Nervenkitzel pur bieten die Touren durch diese herbstlichen Landschaften. Auf den ersten Blick sind sie traumhaft schön. Wer aber genauer hinsieht oder die Ohren aufstellt, wird Dinge entdecken oder Töne hören, die nicht von dieser Welt zu sein scheinen. Nichts für schwache Nerven, so viel sei verraten.
Schleswig-Holstein – Die versunkene Kapelle
Der Ukleisee nahe Eutin kann trotz Indian-Summer-Feeling ganz schön gruselig werden.
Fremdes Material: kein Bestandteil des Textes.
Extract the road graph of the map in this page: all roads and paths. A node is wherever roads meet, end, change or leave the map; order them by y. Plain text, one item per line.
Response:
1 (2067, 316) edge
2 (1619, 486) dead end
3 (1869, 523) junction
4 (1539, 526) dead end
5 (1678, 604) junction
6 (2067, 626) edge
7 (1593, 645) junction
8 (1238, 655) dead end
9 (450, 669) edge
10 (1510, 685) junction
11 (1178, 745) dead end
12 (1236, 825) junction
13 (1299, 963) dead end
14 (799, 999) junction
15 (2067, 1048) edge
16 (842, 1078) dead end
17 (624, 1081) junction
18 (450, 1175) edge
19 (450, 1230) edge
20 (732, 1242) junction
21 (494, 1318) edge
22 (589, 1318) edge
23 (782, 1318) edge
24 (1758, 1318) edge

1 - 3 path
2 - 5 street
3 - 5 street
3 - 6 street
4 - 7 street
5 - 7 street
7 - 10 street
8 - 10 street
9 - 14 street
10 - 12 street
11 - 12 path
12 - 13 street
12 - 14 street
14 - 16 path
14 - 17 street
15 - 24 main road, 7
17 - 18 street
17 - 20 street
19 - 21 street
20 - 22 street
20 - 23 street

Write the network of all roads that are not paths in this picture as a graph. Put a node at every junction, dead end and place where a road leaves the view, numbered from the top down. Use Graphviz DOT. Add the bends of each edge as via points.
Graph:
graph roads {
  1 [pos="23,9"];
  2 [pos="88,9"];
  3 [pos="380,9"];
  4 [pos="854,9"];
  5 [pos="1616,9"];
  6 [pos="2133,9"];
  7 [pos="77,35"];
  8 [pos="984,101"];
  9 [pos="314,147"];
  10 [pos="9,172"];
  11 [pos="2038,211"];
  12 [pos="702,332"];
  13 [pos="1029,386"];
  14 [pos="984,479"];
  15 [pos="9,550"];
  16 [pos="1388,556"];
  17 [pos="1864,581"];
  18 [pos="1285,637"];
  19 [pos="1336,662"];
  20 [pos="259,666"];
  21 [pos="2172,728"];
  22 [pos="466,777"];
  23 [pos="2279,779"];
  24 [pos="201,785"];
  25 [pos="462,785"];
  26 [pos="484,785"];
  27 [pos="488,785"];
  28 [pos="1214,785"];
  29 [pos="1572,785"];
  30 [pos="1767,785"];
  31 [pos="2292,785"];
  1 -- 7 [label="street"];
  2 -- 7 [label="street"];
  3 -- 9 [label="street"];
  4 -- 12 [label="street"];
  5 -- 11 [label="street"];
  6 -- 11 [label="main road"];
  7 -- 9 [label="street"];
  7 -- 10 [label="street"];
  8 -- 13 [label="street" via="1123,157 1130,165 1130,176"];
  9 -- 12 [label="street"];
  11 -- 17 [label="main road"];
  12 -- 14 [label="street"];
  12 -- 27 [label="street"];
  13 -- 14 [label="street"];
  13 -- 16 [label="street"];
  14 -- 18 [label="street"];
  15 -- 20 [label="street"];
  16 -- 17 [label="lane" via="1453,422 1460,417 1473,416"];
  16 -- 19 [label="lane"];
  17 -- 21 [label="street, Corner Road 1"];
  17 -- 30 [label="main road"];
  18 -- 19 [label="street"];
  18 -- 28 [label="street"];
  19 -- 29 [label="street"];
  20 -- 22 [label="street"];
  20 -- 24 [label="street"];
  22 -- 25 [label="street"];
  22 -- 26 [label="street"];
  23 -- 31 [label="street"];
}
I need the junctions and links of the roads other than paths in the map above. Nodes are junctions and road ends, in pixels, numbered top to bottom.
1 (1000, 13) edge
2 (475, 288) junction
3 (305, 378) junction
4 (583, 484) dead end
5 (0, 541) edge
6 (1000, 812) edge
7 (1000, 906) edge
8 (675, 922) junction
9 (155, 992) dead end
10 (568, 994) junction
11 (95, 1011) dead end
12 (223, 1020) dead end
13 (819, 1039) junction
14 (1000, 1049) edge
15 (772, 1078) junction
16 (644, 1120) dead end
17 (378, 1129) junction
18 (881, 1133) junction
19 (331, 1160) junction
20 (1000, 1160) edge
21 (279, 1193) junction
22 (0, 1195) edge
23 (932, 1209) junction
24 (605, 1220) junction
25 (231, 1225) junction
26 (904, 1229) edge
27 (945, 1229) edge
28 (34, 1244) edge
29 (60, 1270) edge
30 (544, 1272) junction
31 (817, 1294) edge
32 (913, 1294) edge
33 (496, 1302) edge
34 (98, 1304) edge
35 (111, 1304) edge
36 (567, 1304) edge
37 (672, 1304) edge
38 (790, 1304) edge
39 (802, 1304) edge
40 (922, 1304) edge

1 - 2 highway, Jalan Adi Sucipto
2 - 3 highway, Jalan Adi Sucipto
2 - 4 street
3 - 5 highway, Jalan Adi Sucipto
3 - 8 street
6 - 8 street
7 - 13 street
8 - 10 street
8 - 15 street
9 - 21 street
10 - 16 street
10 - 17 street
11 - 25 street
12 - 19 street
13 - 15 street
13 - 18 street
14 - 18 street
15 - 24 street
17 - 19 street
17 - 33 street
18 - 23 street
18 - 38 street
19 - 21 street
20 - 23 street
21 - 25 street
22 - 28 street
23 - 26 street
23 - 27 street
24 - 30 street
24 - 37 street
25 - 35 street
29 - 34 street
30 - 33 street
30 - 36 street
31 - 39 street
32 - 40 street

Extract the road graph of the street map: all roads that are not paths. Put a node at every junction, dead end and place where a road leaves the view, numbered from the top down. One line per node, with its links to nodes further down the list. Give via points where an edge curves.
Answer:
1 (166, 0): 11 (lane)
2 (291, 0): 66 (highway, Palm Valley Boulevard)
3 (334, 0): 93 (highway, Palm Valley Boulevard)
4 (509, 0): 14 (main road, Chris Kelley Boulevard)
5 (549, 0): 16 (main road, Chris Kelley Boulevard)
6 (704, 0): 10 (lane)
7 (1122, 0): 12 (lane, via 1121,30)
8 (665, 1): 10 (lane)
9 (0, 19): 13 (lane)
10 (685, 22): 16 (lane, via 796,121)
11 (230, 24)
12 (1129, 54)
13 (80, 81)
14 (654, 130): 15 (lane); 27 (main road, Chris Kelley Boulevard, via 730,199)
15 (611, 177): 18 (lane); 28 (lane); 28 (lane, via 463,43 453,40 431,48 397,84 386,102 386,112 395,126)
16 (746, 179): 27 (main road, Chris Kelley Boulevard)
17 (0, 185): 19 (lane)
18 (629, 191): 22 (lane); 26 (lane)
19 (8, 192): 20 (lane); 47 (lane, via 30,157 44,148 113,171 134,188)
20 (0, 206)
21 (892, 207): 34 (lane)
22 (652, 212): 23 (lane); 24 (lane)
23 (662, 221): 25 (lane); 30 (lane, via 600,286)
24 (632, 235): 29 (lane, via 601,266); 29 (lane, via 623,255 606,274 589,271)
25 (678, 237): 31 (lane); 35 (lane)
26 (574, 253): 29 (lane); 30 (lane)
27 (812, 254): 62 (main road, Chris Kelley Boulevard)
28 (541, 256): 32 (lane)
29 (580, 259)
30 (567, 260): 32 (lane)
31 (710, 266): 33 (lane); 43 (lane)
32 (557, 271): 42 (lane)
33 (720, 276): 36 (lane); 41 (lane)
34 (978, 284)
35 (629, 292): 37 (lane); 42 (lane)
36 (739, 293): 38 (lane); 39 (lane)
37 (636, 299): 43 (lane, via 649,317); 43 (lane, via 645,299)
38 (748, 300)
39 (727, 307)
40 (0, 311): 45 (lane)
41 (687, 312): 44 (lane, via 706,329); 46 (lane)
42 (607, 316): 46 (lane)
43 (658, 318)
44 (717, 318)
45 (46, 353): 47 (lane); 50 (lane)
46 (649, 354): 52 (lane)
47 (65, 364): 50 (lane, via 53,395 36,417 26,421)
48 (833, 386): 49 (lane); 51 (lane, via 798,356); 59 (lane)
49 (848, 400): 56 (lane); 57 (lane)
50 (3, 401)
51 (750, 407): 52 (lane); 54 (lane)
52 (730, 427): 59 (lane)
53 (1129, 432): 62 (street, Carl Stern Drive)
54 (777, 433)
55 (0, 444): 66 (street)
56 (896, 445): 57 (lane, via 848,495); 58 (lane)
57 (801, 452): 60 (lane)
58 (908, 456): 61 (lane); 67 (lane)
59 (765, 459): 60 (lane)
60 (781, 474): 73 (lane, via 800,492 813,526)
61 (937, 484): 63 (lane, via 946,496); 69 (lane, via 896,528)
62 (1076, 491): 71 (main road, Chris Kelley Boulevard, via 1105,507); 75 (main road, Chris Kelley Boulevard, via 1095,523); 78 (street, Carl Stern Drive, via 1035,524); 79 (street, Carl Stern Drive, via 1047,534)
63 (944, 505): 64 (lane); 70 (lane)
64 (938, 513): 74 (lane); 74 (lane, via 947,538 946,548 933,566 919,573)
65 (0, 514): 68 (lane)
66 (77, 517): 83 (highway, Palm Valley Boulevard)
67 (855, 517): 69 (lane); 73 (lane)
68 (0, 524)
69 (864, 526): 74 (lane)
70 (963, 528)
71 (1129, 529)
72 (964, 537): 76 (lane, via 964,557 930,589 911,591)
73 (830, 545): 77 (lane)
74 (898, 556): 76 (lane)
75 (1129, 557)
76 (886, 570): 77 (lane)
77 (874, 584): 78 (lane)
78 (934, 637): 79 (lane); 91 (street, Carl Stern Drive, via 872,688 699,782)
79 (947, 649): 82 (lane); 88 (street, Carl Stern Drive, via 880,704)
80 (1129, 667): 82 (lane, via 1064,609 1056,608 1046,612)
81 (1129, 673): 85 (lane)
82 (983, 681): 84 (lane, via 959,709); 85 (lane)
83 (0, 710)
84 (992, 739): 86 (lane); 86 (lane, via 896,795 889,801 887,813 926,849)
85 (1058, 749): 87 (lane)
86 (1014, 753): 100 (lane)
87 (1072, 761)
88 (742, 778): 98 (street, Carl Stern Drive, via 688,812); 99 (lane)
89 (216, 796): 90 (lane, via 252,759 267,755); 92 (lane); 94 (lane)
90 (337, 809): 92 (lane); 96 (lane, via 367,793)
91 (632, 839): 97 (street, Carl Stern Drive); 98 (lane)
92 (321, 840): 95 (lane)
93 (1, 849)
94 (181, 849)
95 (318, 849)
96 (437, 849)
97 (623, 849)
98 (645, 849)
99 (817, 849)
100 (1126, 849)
Durch den Wald gelangen furchtlose Zwei- und Vierbeiner ans Ufer des Gewässers, an dem
noch ein verlassenes Hotel nebst Jagdschlösschen steht. Einst befand sich in dem Tal kein
See, aber eine Kapelle, in der geheiratet wurde. Ein unglückliches Paar gab sich das Ja-Wort,
erzürnte damit den Wettergott, der ein Unwetter schickte und die ganze Gegend überflutete.
So entstand der Ukleisee, von dessen Grund noch immer die Hochzeitsglocken zu hören sein
sollen, erzählen Besucher hinter vorgehaltener Pfote.
Zum Ukleisee, 23701 Eutin
Hamburg- Burg Henneberg
Das Alsterschlösschen ist 130 Jahre jung und Hamburgs einzige Burg. Leider „geklaut“,
denn das Original steht in Thüringen. Begeben sich Mensch und Hund zum Alsterlauf
an der Poppenbütteler Schleuse, erhaschen sie einen Blick auf Burg Henneberg, die
öffentlich nicht zugänglich ist. Wer aber am frühen Morgen oder bei Abenddämmerung
herumschleicht, soll Merkwürdiges hinter Mauern und Fenstern beobachten. Vielleicht
sind es die Geister der Ritter aus der Meininger Burgruine, die einen Ausflug in die
Hansestadt unternommen haben.
Marienhof 8, 22399 Hamburg
Niedersachsen – Opferbecken am Deister
Wer über den Deister geht, ist des Todes – das ist nicht nur eine Redewendung, sondern muss jeder wissen, der den Felsen der Alten Taufe im Deister nahe Hannover besucht. Wenn in seinem Becken Wasser steht, ist nichts zu befürchten, so die Sage. Herrlich spiegeln sich im „Taufbecken“, das früher auch ein Opferstein gewesen sein soll, Wald und Himmel. Wenn nicht, dann nix wie weg.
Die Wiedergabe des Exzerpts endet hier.